Jeff Grech

Personal information
- Nationality: Australian

Sport
- Country: Australia
- Sport: Australian Touring Car racing (1982-1996) Supercars Championship (1997-2009, 2016-2018)
- Team: Holden Dealer Team (1982-1985) Volvo Dealer Team (1986) Perkins Engineering (1986-1990) Gibson Motorsport (1991-1993) Holden Racing Team (1993-2006) Paul Weel Racing (2006-2007) Tasman Motorsport (2007-2009) Team 18 (2016-2018)

= Jeff Grech =

Australian motorsport team manager

Jeff Grech is a motorsport team manager currently managing Winton Motor Raceway in Australia.

== Career ==
Jeff Grech joined the Holden Dealer Team in 1982 as a mechanic.
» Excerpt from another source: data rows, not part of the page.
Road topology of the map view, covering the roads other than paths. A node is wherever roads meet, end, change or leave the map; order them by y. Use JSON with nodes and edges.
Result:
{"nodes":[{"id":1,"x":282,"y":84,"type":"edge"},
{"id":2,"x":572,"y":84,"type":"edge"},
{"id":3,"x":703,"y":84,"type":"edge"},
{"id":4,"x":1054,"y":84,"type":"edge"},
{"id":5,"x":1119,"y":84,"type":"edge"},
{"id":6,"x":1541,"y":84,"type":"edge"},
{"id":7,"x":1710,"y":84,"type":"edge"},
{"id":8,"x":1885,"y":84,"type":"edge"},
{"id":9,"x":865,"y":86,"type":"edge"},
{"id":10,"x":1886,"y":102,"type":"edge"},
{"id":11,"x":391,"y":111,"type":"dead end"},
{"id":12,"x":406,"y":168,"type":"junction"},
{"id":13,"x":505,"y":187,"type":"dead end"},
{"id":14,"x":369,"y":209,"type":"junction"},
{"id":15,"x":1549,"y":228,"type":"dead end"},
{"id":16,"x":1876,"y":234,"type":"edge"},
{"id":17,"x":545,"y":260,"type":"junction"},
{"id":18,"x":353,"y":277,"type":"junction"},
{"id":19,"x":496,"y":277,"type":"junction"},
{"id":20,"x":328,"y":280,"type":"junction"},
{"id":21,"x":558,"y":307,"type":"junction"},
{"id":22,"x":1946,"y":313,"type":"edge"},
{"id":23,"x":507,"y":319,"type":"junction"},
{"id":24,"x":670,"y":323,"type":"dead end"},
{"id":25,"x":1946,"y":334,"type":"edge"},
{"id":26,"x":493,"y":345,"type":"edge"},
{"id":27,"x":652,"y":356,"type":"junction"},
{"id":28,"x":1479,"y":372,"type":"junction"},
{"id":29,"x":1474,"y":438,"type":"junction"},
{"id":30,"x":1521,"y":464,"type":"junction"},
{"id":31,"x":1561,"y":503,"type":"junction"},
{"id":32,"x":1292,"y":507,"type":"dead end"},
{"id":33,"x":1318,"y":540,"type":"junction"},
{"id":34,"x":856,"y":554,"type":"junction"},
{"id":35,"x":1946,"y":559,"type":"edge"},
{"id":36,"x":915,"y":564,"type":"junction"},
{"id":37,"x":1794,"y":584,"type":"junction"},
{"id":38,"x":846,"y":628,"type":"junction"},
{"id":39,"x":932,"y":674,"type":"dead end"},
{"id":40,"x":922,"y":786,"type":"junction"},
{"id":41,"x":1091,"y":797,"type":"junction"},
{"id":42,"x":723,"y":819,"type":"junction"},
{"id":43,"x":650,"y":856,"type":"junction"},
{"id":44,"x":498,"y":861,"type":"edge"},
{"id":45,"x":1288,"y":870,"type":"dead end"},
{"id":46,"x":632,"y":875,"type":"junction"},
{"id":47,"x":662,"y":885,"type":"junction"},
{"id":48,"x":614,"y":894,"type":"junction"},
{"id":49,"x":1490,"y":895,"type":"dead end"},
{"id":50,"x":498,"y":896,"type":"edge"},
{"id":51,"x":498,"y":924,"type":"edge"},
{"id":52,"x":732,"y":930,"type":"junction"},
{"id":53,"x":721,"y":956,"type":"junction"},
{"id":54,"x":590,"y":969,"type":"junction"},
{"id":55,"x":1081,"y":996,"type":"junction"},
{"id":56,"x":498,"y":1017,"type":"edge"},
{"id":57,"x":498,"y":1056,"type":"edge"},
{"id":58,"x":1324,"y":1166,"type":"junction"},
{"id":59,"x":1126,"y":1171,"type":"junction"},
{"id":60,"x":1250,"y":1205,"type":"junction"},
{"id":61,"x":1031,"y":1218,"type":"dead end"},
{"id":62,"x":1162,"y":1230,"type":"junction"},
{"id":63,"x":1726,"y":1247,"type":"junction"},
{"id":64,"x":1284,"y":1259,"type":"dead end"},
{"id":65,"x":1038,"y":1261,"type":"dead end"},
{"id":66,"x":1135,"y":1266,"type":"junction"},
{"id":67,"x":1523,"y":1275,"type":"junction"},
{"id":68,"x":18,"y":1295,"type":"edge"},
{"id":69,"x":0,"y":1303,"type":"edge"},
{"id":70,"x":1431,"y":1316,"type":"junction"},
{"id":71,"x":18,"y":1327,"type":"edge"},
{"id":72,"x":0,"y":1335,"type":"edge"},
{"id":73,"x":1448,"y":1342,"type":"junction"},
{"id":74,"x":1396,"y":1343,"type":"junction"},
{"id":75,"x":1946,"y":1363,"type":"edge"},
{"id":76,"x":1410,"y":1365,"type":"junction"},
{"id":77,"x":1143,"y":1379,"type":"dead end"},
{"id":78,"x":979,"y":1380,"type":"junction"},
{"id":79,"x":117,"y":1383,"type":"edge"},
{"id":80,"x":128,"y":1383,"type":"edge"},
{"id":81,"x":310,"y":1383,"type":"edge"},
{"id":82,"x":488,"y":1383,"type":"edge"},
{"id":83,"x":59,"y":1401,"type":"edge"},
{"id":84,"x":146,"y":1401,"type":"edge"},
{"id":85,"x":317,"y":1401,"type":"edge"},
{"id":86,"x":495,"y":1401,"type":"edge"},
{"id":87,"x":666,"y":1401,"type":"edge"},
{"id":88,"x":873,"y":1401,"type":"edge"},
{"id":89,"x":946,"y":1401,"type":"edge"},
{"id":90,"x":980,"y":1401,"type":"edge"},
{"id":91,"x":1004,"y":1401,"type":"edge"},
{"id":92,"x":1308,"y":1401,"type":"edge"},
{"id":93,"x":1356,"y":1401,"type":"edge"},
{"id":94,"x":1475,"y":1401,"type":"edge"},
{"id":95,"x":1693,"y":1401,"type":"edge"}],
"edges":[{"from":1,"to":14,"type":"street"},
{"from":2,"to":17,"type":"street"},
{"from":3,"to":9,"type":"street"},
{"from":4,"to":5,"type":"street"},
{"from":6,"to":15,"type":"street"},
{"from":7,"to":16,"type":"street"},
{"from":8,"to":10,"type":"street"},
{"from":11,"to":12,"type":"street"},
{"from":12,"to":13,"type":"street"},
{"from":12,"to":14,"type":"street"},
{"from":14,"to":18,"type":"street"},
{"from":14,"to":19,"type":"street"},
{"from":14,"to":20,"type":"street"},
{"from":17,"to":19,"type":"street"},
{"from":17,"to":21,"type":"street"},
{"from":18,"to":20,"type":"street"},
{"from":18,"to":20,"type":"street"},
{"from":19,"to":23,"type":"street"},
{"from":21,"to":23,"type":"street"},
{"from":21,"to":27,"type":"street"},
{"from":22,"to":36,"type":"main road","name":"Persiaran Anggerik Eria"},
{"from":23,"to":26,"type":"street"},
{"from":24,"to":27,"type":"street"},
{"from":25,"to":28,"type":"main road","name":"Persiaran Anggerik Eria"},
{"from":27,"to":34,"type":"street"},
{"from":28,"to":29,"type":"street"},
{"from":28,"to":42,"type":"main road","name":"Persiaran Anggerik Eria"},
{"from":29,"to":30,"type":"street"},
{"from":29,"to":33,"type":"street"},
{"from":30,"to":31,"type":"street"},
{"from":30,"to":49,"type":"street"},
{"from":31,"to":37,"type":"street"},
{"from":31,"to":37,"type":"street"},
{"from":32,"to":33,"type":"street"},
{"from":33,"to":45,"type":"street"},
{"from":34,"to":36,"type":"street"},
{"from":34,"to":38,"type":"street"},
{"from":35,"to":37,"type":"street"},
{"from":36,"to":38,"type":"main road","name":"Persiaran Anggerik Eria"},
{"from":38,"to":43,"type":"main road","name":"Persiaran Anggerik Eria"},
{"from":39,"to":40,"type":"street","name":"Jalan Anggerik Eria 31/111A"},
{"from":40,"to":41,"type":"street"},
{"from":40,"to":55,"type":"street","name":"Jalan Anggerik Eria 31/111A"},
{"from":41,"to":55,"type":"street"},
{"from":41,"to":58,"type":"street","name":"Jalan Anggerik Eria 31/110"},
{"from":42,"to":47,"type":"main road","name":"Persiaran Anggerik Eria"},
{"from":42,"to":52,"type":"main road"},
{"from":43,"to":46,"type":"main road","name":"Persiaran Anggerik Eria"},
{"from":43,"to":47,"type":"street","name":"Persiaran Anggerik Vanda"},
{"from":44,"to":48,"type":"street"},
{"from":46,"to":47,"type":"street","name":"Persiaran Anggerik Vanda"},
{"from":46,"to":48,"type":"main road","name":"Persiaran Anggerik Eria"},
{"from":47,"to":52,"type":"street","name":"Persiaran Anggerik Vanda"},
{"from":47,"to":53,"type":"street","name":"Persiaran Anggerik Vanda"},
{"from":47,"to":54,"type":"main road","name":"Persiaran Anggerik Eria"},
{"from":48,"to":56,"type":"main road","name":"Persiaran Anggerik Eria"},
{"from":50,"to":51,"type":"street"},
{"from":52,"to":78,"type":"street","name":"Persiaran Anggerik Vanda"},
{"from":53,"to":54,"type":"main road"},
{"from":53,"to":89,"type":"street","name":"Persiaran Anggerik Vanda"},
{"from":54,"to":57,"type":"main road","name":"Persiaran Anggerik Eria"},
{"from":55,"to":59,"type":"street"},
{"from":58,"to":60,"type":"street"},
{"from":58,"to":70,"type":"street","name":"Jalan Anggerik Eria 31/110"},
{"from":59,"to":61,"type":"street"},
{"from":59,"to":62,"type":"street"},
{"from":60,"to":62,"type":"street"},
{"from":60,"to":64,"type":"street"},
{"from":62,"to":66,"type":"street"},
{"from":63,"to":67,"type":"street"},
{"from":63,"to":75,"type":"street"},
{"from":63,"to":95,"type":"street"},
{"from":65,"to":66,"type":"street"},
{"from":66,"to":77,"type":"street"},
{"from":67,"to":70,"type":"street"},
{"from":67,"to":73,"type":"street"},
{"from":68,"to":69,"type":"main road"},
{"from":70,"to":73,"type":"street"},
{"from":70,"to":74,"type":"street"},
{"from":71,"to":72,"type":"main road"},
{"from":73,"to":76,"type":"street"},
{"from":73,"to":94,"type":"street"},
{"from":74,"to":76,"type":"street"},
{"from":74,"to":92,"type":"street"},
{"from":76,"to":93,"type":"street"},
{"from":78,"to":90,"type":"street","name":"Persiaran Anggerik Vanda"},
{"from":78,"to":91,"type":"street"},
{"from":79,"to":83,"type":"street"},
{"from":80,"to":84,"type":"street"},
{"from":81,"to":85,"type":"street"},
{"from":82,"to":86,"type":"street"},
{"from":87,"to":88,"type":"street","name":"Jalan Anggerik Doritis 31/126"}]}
He moved to the Volvo Dealer Team in 1986 and later in the same year to Perkins Engineering. In 1990 he joined Gibson Motorsport as team manager before joining the Holden Racing Team in 1993. In his time at the Holden Racing Team, the squad became the dominant team in the championship, winning six drivers' championships and four Bathurst 1000s. He moved to Paul Weel Racing in 2006 and Tasman Motorsport in 2007 before leaving the sport at the end of 2009.

In 2016 Grech returned to V8 Supercars as team manager of Team 18 until the end of 2018. In 2019, Grech was appointed manager of Winton Motor Raceway.